[Stored data entries]
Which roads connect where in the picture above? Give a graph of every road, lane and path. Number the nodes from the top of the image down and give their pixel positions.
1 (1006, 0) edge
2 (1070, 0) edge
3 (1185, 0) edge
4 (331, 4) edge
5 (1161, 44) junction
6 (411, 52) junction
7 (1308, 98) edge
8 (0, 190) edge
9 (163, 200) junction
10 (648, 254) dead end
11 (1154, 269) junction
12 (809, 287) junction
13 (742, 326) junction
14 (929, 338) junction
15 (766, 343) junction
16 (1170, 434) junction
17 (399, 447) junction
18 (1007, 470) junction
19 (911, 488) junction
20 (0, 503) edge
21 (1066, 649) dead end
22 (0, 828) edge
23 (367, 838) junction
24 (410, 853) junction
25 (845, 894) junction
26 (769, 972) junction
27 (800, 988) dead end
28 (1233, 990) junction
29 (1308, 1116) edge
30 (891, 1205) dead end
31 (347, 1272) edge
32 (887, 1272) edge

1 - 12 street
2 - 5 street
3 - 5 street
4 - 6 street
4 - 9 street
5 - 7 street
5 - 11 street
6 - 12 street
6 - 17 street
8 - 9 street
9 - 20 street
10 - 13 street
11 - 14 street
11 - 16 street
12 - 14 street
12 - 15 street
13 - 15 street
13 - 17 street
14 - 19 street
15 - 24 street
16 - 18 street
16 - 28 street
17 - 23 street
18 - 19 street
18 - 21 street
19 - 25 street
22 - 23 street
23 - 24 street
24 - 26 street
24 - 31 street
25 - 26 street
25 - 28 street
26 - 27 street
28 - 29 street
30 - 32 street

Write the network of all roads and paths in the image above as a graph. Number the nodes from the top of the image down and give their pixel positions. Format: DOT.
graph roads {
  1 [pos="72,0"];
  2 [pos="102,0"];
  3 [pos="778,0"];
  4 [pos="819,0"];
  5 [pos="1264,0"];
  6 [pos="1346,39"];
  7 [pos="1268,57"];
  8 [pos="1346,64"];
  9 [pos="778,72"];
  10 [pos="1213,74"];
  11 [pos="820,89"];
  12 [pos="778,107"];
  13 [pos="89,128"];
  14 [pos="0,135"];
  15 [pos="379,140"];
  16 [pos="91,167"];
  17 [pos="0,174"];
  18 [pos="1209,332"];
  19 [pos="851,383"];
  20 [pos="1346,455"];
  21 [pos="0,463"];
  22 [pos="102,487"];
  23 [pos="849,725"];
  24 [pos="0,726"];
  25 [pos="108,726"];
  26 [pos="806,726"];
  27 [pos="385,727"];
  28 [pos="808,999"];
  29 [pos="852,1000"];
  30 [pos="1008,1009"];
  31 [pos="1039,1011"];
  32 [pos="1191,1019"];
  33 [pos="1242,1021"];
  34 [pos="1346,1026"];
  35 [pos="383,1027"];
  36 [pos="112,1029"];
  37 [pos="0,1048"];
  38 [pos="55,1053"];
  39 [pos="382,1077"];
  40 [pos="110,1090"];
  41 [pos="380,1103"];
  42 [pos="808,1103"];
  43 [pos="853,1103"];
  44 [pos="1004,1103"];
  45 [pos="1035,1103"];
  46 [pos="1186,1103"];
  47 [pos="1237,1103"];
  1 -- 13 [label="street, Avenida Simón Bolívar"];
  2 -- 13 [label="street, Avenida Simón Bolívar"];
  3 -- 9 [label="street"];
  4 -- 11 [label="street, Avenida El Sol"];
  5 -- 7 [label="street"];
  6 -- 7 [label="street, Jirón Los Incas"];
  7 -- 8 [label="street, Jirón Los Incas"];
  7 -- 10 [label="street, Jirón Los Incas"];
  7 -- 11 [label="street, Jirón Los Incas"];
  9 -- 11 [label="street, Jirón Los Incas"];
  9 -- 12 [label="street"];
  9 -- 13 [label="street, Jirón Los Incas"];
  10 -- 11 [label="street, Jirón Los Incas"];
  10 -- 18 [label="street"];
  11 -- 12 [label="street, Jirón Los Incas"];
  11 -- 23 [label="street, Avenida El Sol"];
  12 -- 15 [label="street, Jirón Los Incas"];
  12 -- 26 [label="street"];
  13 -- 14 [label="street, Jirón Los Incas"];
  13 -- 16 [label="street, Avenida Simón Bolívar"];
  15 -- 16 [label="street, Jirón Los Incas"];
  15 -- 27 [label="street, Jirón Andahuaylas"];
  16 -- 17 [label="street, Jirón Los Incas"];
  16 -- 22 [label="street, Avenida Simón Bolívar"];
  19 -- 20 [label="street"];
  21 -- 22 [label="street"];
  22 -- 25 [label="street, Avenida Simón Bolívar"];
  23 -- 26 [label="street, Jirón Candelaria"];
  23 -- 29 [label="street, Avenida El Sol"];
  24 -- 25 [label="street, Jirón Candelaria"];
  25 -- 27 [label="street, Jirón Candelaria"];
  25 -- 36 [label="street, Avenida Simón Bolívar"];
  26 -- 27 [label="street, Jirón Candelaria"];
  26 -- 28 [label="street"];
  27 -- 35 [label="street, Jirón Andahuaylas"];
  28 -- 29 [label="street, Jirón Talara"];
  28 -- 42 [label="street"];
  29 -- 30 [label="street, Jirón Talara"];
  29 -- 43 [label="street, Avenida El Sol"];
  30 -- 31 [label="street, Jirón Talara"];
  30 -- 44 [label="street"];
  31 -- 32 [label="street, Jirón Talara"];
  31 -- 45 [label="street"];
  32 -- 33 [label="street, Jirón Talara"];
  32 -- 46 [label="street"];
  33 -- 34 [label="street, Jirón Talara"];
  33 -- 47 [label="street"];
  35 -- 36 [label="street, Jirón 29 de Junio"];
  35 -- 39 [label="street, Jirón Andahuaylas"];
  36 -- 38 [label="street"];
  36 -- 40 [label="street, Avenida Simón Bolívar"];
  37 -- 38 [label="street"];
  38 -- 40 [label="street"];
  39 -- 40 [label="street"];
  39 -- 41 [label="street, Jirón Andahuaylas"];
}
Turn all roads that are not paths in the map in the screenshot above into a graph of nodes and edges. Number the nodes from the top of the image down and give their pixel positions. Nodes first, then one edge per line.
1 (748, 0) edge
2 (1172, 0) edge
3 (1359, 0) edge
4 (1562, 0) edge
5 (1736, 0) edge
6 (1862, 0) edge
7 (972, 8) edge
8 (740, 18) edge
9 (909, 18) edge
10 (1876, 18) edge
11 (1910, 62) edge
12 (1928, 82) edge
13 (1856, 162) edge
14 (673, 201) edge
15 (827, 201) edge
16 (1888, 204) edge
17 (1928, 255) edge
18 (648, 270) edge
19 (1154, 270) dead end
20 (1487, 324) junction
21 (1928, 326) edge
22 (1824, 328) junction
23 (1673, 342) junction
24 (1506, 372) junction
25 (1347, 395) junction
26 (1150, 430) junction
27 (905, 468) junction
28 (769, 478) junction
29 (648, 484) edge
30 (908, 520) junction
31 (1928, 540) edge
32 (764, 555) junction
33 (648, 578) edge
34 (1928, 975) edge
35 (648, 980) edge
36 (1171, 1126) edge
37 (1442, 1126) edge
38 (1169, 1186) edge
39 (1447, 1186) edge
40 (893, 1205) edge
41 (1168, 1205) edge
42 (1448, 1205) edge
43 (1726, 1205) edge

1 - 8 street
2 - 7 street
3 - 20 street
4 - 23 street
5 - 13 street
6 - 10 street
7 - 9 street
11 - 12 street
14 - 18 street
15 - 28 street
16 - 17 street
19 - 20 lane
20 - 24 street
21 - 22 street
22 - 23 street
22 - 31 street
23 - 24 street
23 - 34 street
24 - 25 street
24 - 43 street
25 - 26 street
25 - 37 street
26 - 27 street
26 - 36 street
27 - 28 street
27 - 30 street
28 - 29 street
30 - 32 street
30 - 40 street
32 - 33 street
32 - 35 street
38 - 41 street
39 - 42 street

- Exercise directions
If a line in the records above holds the string "graph", copy it out.

- Answer for this exercise
Which roads connect where in the picture above? Give a graph of every road, lane and path. Number the nodes from the top of the image down and give their pixel positions.
Write the network of all roads and paths in the image above as a graph. Number the nodes from the top of the image down and give their pixel positions. Format: DOT.
graph roads {
Turn all roads that are not paths in the map in the screenshot above into a graph of nodes and edges. Number the nodes from the top of the image down and give their pixel positions. Nodes first, then one edge per line.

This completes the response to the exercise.